Stored data entries:
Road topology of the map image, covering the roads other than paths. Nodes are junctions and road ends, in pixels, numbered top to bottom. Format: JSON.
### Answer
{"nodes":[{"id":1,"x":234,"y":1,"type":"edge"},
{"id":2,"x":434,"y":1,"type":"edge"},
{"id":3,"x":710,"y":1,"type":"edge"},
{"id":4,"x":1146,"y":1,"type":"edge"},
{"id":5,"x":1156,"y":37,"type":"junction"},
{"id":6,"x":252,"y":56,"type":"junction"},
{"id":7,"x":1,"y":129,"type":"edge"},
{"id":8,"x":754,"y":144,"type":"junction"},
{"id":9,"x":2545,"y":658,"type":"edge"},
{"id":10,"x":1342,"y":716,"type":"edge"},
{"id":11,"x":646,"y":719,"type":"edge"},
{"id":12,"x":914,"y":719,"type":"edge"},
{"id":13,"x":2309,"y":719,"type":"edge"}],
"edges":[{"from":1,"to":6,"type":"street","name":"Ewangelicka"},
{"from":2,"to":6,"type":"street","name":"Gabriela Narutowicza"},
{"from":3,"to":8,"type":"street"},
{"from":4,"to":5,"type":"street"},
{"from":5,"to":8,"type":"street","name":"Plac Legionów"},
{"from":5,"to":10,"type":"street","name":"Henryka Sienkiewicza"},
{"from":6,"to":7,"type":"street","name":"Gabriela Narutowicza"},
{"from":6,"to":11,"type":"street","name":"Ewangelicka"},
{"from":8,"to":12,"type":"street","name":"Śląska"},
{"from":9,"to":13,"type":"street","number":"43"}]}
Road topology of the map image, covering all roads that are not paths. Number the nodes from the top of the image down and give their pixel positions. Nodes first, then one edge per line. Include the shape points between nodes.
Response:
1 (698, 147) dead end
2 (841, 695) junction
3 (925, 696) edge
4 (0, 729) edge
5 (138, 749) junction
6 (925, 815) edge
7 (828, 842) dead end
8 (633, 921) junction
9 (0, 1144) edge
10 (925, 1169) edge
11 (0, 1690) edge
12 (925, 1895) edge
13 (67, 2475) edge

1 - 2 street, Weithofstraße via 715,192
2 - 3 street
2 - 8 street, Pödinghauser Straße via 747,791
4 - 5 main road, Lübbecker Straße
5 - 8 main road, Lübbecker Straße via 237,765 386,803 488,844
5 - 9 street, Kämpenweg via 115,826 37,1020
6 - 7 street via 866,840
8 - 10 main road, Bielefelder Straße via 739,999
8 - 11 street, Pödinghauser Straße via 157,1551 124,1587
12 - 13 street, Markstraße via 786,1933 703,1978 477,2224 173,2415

Task: Filter these records, keeping every line where the word "covering" occurs.

Written response:
Road topology of the map image, covering the roads other than paths. Nodes are junctions and road ends, in pixels, numbered top to bottom. Format: JSON.
Road topology of the map image, covering all roads that are not paths. Number the nodes from the top of the image down and give their pixel positions. Nodes first, then one edge per line. Include the shape points between nodes.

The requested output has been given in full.